- **ASSIGNMENT**:
From the listing below, extract each line containing the string "Hongria".
········
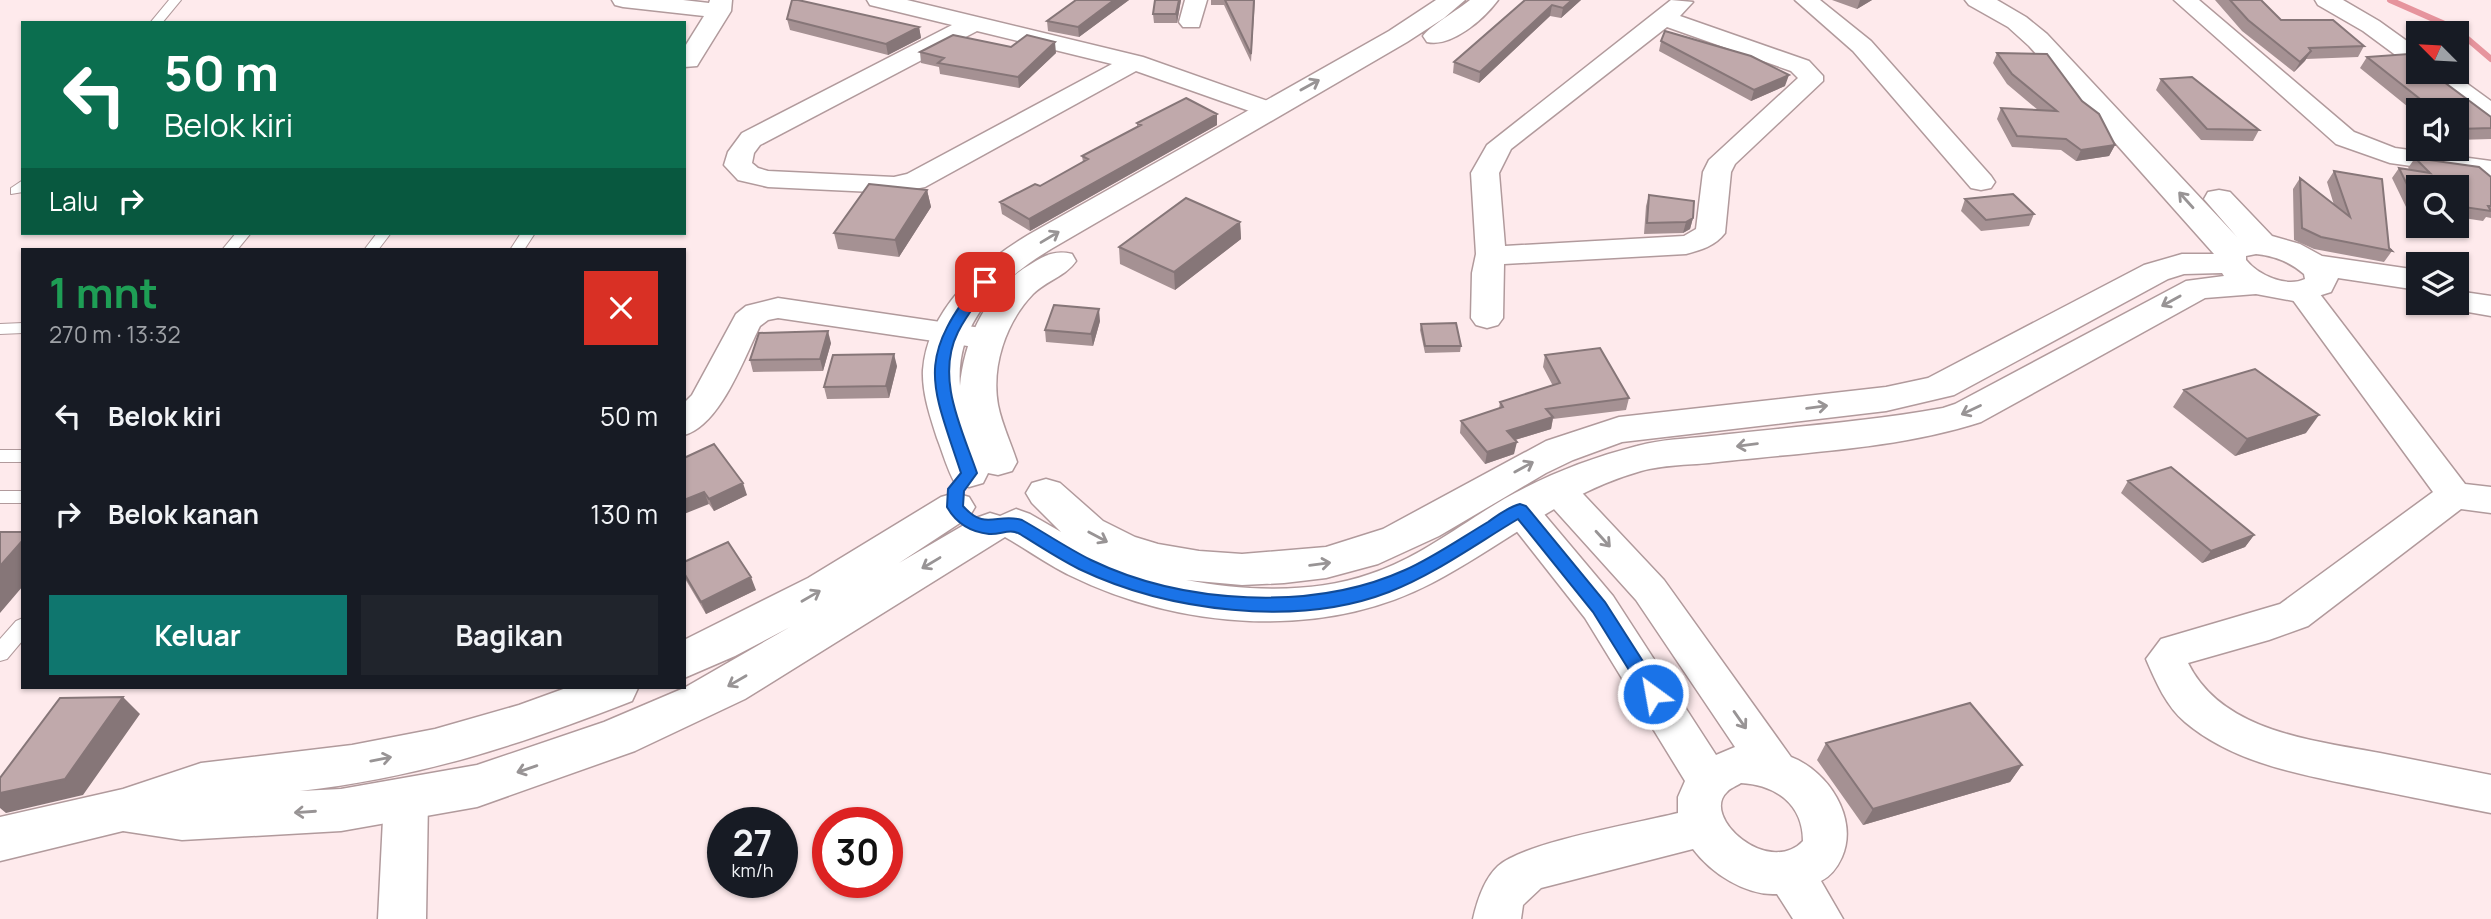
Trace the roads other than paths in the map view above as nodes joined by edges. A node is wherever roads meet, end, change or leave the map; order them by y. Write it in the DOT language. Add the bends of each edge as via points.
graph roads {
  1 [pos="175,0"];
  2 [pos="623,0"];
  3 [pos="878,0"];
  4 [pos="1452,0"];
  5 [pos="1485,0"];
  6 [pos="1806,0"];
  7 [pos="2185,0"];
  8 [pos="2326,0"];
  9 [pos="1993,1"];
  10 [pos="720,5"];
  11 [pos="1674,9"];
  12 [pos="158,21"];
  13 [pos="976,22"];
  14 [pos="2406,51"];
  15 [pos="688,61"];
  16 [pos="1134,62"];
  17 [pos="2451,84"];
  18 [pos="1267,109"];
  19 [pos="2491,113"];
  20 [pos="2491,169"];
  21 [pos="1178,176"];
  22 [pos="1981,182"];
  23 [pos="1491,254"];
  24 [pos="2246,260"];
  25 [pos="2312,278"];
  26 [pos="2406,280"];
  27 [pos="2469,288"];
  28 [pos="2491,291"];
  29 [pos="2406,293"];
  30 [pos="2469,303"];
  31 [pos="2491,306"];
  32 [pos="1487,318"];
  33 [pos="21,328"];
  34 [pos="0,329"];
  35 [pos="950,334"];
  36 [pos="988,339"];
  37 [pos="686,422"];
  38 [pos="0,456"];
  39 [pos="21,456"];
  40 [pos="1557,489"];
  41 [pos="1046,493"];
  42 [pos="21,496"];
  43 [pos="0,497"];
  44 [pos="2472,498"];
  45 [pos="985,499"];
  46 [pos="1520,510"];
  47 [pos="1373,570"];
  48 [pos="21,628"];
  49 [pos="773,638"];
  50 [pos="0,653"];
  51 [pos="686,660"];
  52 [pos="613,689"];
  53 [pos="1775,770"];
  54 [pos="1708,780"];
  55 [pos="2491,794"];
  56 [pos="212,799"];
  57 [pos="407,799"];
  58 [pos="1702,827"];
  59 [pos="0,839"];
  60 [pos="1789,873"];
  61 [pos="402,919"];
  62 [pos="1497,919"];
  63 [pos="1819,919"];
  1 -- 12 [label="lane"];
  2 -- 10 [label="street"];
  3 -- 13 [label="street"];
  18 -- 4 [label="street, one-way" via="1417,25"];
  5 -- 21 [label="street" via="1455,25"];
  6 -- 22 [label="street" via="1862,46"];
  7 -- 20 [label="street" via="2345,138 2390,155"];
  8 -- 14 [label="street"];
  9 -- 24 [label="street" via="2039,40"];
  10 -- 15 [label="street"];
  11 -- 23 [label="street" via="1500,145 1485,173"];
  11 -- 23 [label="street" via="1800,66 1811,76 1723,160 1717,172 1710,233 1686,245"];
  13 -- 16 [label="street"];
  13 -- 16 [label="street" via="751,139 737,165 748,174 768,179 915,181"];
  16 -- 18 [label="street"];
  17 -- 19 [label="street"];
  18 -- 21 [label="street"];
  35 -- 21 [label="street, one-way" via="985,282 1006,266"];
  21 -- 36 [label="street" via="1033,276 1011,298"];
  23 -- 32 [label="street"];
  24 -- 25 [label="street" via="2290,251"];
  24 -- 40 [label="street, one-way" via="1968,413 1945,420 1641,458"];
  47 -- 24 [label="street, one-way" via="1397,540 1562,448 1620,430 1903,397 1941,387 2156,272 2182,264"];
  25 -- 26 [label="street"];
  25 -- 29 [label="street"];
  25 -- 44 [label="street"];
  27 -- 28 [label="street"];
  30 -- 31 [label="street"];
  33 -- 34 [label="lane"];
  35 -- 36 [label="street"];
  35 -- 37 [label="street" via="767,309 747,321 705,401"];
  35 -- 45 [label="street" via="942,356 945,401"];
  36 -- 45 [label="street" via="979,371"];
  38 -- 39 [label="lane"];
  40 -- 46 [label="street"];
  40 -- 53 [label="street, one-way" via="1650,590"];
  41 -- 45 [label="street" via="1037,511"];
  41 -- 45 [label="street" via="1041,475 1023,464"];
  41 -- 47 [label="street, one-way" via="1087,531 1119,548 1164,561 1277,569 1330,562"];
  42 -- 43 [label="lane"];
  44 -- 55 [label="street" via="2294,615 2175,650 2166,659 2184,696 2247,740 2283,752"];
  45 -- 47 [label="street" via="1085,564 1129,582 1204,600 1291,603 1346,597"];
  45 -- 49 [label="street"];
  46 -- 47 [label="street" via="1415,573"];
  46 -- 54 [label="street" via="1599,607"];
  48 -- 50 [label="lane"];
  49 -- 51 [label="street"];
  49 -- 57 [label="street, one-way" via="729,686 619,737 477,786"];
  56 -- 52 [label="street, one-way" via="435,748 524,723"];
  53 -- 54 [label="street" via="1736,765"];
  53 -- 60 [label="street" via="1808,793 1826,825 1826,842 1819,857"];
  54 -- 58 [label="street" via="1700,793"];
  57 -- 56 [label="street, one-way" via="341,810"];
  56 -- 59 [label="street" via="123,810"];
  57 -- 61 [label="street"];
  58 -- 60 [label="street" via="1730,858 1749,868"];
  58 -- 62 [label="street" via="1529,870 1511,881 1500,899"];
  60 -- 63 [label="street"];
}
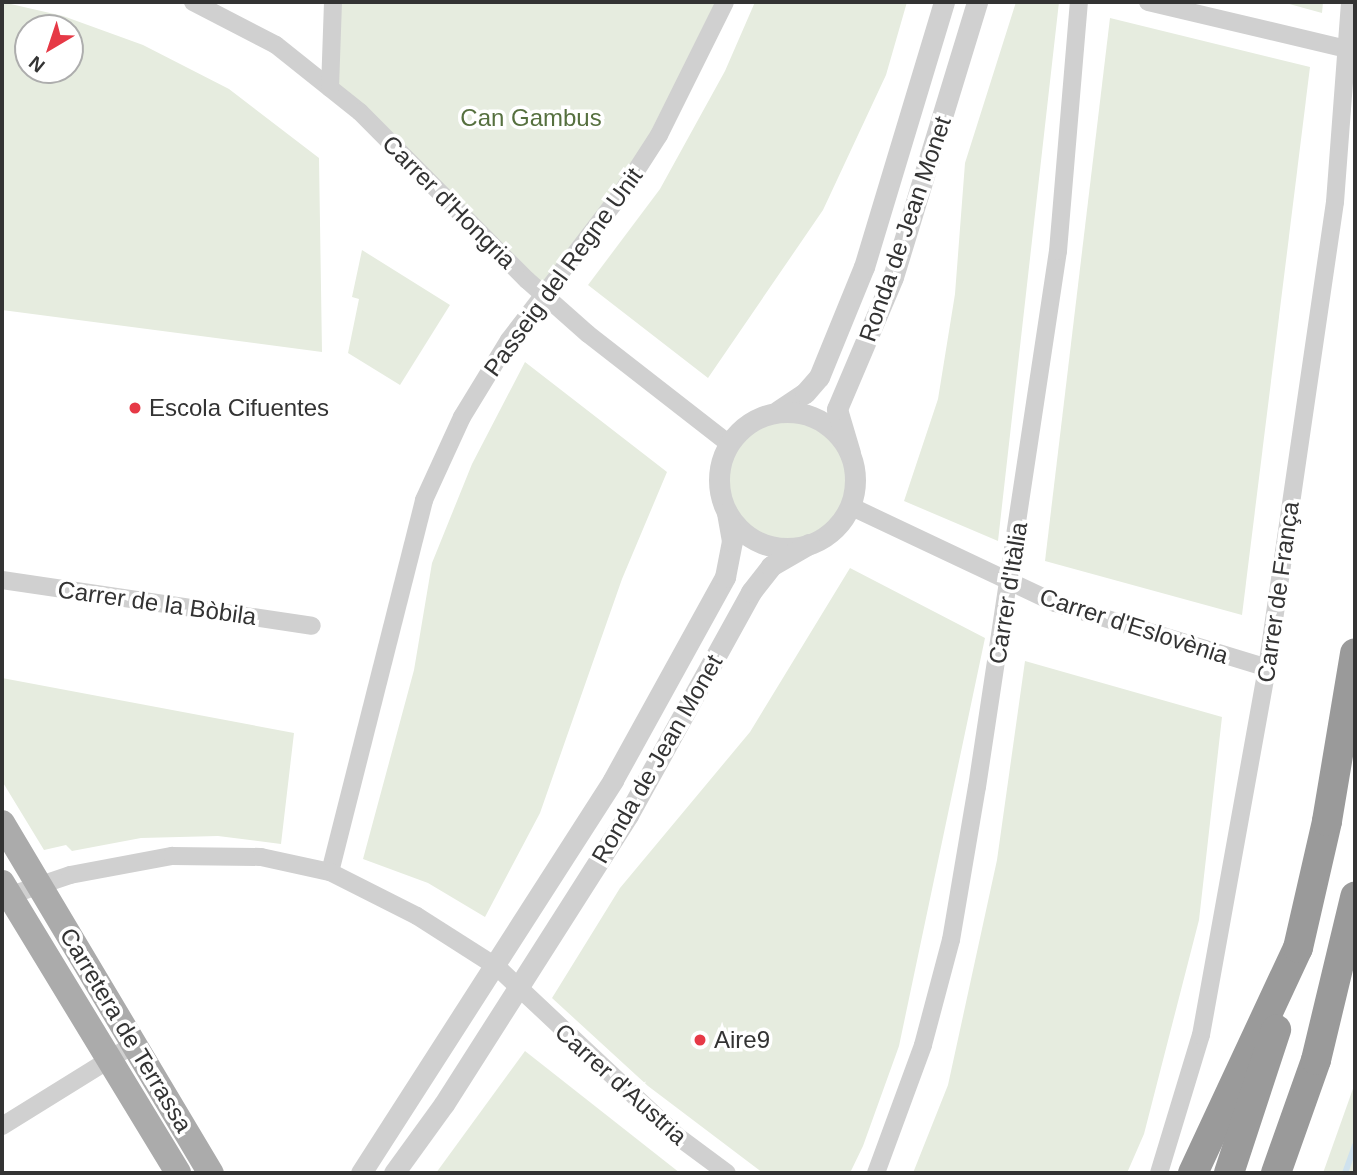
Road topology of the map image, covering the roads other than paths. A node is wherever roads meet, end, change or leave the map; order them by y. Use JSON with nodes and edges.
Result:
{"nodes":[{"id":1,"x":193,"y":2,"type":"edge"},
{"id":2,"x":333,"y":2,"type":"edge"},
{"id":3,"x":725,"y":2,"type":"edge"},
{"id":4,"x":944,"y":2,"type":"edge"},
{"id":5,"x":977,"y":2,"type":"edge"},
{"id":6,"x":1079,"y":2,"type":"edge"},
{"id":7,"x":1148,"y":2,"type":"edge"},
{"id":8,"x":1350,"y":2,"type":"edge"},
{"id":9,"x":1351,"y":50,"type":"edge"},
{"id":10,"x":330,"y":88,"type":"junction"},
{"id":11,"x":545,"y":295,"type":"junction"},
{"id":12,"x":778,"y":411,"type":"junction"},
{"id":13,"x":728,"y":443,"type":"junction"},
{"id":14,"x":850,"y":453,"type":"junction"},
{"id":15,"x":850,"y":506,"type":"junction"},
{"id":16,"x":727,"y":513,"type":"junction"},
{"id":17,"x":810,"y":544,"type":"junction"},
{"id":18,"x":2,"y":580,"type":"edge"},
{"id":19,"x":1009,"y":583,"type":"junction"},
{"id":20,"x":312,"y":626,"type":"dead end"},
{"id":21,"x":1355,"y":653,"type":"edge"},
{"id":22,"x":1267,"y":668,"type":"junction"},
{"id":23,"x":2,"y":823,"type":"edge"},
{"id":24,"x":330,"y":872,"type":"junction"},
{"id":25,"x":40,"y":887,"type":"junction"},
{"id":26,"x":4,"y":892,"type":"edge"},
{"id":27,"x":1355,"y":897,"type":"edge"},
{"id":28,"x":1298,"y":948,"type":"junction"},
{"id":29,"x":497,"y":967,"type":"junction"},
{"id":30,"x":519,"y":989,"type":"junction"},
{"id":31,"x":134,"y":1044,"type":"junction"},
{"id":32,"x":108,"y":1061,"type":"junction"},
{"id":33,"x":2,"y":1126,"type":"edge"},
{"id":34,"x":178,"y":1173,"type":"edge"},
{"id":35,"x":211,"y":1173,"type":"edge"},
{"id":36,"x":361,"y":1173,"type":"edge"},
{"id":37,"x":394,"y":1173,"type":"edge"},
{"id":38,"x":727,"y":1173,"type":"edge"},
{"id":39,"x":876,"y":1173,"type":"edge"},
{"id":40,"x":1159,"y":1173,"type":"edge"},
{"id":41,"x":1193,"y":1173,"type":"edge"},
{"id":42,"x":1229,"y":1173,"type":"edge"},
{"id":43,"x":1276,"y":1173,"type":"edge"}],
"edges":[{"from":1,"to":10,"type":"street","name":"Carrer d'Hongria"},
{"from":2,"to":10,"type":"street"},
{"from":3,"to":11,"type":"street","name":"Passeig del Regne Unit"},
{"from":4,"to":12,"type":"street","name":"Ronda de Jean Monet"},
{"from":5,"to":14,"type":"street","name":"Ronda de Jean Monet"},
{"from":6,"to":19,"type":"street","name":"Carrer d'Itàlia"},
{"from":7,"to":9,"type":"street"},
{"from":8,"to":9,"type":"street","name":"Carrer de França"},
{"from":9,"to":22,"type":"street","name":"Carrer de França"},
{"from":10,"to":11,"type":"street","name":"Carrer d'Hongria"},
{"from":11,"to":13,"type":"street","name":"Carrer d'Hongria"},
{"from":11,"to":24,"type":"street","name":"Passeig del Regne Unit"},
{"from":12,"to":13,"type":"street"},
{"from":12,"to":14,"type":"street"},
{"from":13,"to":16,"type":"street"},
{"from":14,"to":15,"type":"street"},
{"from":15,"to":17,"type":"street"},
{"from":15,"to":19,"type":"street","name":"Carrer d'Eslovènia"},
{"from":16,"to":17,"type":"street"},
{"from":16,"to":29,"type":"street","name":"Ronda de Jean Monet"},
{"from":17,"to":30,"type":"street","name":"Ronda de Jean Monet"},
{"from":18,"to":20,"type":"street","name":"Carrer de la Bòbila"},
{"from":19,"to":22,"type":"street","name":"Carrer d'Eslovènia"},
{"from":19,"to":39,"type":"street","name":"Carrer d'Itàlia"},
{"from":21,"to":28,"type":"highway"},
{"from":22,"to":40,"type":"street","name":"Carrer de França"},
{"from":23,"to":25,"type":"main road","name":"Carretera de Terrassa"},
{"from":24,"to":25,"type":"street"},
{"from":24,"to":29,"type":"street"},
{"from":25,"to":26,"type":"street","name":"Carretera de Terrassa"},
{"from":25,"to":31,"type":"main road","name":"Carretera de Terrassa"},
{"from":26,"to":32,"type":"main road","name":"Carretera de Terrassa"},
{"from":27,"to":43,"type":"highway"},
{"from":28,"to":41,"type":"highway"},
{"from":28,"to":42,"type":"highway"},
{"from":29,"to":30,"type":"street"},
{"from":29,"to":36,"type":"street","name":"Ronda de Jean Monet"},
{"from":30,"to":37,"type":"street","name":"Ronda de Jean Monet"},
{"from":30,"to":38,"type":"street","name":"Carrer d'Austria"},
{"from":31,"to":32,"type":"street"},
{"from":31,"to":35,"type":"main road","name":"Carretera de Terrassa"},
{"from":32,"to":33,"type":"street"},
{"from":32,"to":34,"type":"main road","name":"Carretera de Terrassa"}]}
········
- **PROBLEM SOLUTION**:
"edges":[{"from":1,"to":10,"type":"street","name":"Carrer d'Hongria"},
{"from":10,"to":11,"type":"street","name":"Carrer d'Hongria"},
{"from":11,"to":13,"type":"street","name":"Carrer d'Hongria"},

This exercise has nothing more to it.